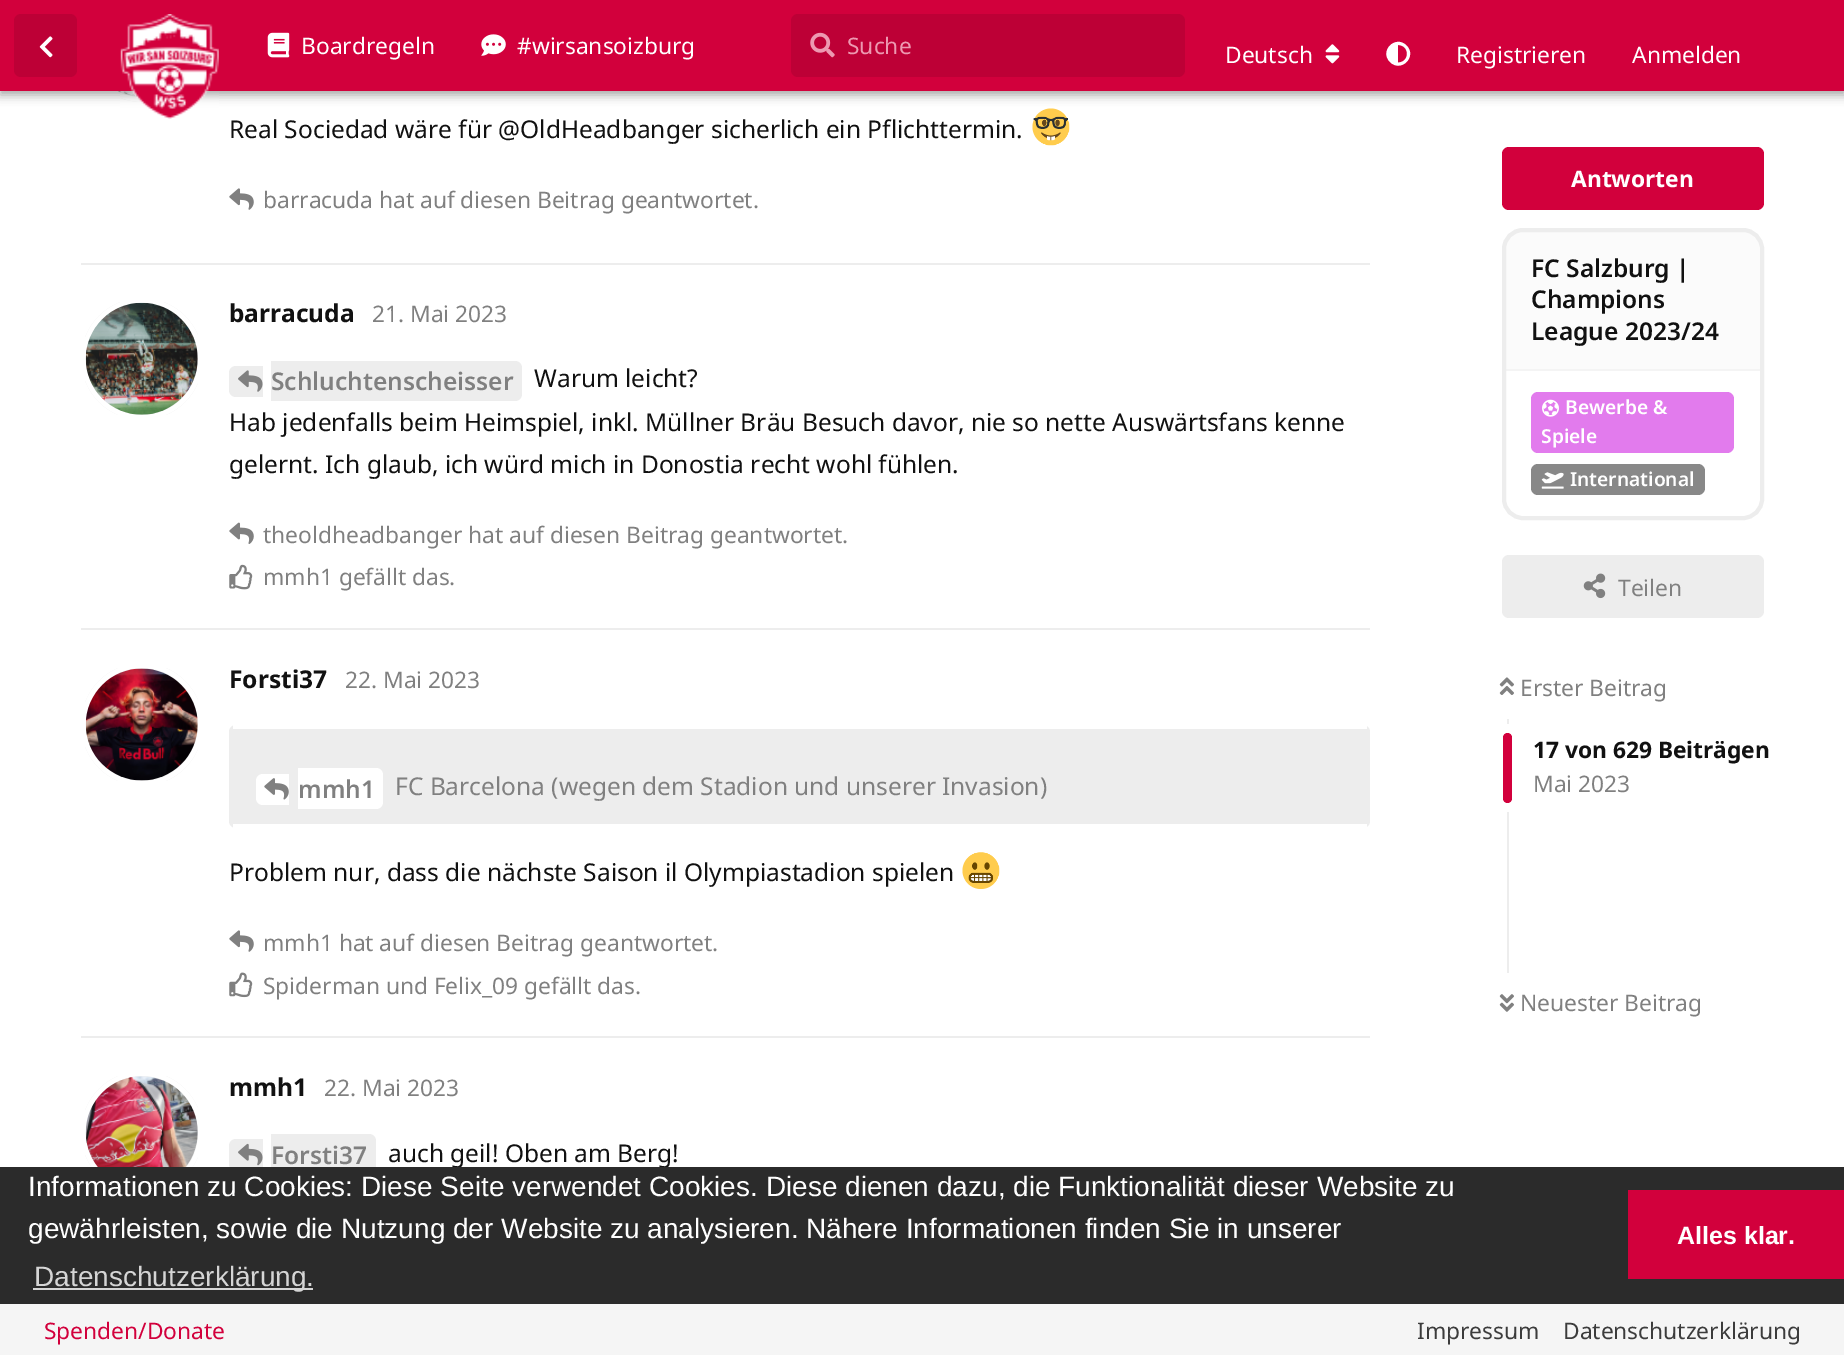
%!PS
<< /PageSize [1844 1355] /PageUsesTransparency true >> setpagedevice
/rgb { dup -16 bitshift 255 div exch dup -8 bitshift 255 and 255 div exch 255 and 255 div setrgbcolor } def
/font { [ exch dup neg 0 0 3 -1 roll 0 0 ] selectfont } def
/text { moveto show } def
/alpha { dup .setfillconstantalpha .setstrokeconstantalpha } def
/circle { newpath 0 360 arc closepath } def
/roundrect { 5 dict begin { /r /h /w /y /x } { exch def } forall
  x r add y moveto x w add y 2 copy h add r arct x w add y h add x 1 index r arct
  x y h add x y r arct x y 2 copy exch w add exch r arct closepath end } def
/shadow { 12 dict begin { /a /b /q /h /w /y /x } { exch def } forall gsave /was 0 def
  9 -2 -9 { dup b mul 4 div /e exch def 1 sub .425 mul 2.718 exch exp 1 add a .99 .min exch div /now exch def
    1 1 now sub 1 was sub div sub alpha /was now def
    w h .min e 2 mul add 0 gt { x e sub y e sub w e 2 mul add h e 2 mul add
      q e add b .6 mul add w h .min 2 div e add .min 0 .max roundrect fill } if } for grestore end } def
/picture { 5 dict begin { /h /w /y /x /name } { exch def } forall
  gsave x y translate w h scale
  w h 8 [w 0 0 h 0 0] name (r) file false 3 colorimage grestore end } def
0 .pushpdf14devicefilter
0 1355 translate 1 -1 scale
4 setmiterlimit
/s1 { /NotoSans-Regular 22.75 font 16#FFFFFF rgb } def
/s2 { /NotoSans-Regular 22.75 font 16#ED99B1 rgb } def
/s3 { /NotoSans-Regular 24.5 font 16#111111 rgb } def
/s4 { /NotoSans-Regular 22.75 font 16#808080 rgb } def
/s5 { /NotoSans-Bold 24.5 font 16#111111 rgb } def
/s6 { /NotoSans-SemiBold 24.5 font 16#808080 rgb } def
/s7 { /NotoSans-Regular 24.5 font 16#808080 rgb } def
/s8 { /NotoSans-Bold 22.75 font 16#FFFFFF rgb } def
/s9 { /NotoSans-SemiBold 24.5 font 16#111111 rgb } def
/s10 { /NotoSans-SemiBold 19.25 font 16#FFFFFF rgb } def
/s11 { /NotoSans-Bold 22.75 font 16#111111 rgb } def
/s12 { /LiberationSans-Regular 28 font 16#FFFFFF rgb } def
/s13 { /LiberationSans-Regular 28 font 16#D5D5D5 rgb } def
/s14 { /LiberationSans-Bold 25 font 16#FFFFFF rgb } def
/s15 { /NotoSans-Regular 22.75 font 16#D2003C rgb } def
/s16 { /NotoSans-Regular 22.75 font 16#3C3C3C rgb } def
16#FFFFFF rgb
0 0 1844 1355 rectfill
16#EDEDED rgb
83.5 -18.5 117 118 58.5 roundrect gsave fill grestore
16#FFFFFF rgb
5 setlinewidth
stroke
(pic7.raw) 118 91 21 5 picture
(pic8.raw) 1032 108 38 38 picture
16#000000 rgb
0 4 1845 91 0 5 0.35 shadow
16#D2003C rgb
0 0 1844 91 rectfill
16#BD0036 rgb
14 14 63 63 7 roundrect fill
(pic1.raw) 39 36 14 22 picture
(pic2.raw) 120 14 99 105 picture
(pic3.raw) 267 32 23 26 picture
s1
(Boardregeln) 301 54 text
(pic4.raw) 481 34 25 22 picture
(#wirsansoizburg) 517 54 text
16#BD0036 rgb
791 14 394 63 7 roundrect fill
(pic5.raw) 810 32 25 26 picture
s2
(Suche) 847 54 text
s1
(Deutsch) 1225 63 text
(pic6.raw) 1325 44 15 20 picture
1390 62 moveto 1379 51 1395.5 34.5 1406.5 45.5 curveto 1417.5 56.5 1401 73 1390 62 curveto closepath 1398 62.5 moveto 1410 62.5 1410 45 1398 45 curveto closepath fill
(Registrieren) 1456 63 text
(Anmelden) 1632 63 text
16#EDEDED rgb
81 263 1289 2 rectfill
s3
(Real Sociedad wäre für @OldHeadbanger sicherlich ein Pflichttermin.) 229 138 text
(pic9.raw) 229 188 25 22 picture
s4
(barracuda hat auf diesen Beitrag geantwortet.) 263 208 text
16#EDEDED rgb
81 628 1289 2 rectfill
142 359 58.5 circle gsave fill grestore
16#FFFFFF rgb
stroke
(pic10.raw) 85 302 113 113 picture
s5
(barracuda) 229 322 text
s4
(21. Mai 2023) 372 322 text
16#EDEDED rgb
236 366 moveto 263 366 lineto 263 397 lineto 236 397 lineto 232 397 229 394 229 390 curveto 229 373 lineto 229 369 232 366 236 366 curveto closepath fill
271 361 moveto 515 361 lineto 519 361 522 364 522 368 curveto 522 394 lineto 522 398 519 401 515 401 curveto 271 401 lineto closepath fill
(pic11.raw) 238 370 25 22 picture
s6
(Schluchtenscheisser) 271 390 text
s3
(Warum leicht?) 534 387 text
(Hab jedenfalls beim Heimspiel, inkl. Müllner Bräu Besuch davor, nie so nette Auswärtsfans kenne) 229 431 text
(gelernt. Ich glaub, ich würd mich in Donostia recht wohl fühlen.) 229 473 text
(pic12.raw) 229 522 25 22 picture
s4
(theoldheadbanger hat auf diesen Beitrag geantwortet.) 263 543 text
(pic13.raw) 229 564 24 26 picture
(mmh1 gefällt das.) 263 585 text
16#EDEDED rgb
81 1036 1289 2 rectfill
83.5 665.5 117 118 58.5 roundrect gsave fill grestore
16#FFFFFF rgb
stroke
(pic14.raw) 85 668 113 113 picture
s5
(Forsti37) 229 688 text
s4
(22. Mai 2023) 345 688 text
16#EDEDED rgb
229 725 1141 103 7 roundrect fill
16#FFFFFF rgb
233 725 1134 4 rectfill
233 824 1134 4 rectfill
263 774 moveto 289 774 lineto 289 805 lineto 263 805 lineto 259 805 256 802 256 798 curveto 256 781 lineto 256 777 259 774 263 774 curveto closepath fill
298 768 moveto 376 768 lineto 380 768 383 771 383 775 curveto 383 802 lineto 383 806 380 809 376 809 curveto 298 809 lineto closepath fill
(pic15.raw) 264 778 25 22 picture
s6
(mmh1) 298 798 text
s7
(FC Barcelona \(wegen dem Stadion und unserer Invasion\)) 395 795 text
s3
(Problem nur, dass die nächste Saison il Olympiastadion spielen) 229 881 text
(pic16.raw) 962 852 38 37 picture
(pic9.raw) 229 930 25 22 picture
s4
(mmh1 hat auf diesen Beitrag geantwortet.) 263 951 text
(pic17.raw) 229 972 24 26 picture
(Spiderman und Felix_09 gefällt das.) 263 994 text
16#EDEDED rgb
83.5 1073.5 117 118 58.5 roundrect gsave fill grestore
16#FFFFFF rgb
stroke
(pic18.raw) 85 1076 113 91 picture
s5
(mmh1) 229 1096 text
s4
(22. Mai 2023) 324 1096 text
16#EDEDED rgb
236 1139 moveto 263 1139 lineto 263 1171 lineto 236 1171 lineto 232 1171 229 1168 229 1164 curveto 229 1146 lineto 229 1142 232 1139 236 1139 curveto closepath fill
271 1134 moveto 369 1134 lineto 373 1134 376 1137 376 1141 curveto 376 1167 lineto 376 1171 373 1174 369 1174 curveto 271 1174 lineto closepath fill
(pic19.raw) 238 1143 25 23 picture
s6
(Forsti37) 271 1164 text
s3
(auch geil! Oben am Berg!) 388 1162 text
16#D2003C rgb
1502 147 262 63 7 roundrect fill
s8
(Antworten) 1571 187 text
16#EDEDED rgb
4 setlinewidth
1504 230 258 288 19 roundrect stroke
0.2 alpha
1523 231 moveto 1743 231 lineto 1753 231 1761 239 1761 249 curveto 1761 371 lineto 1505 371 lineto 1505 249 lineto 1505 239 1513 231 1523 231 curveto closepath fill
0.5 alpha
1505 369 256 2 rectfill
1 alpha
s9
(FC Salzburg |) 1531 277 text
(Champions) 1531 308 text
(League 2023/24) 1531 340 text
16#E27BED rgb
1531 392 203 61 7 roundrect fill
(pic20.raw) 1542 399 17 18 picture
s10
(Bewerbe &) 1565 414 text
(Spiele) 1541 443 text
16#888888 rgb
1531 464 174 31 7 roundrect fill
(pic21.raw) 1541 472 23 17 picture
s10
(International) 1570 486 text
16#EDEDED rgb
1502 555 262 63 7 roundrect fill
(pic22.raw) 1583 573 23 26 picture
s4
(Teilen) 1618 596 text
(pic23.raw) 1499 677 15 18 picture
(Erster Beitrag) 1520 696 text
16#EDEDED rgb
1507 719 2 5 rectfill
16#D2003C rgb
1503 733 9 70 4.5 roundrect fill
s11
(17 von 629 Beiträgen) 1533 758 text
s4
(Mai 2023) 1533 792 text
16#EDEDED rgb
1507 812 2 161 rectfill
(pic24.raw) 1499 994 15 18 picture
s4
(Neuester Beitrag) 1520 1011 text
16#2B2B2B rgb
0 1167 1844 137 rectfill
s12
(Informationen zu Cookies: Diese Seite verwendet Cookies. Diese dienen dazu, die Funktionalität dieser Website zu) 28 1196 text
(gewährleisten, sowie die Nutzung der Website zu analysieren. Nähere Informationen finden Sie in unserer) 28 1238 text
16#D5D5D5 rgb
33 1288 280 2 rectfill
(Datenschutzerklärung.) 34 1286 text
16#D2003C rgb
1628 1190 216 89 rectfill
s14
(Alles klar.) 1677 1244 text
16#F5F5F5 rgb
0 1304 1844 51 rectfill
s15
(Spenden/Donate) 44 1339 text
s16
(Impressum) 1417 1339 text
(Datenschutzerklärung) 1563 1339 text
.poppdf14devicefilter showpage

_ _ _ _ _

Action item:
Give back, unchanged, the run of lines in the listing above that begins at the line containing "dup -16 bitshift" and ends at the line containing "4 setmiterlimit", both included.

Output for this exercise:
/rgb { dup -16 bitshift 255 div exch dup -8 bitshift 255 and 255 div exch 255 and 255 div setrgbcolor } def
/font { [ exch dup neg 0 0 3 -1 roll 0 0 ] selectfont } def
/text { moveto show } def
/alpha { dup .setfillconstantalpha .setstrokeconstantalpha } def
/circle { newpath 0 360 arc closepath } def
/roundrect { 5 dict begin { /r /h /w /y /x } { exch def } forall
  x r add y moveto x w add y 2 copy h add r arct x w add y h add x 1 index r arct
  x y h add x y r arct x y 2 copy exch w add exch r arct closepath end } def
/shadow { 12 dict begin { /a /b /q /h /w /y /x } { exch def } forall gsave /was 0 def
  9 -2 -9 { dup b mul 4 div /e exch def 1 sub .425 mul 2.718 exch exp 1 add a .99 .min exch div /now exch def
    1 1 now sub 1 was sub div sub alpha /was now def
    w h .min e 2 mul add 0 gt { x e sub y e sub w e 2 mul add h e 2 mul add
      q e add b .6 mul add w h .min 2 div e add .min 0 .max roundrect fill } if } for grestore end } def
/picture { 5 dict begin { /h /w /y /x /name } { exch def } forall
  gsave x y translate w h scale
  w h 8 [w 0 0 h 0 0] name (r) file false 3 colorimage grestore end } def
0 .pushpdf14devicefilter
0 1355 translate 1 -1 scale
4 setmiterlimit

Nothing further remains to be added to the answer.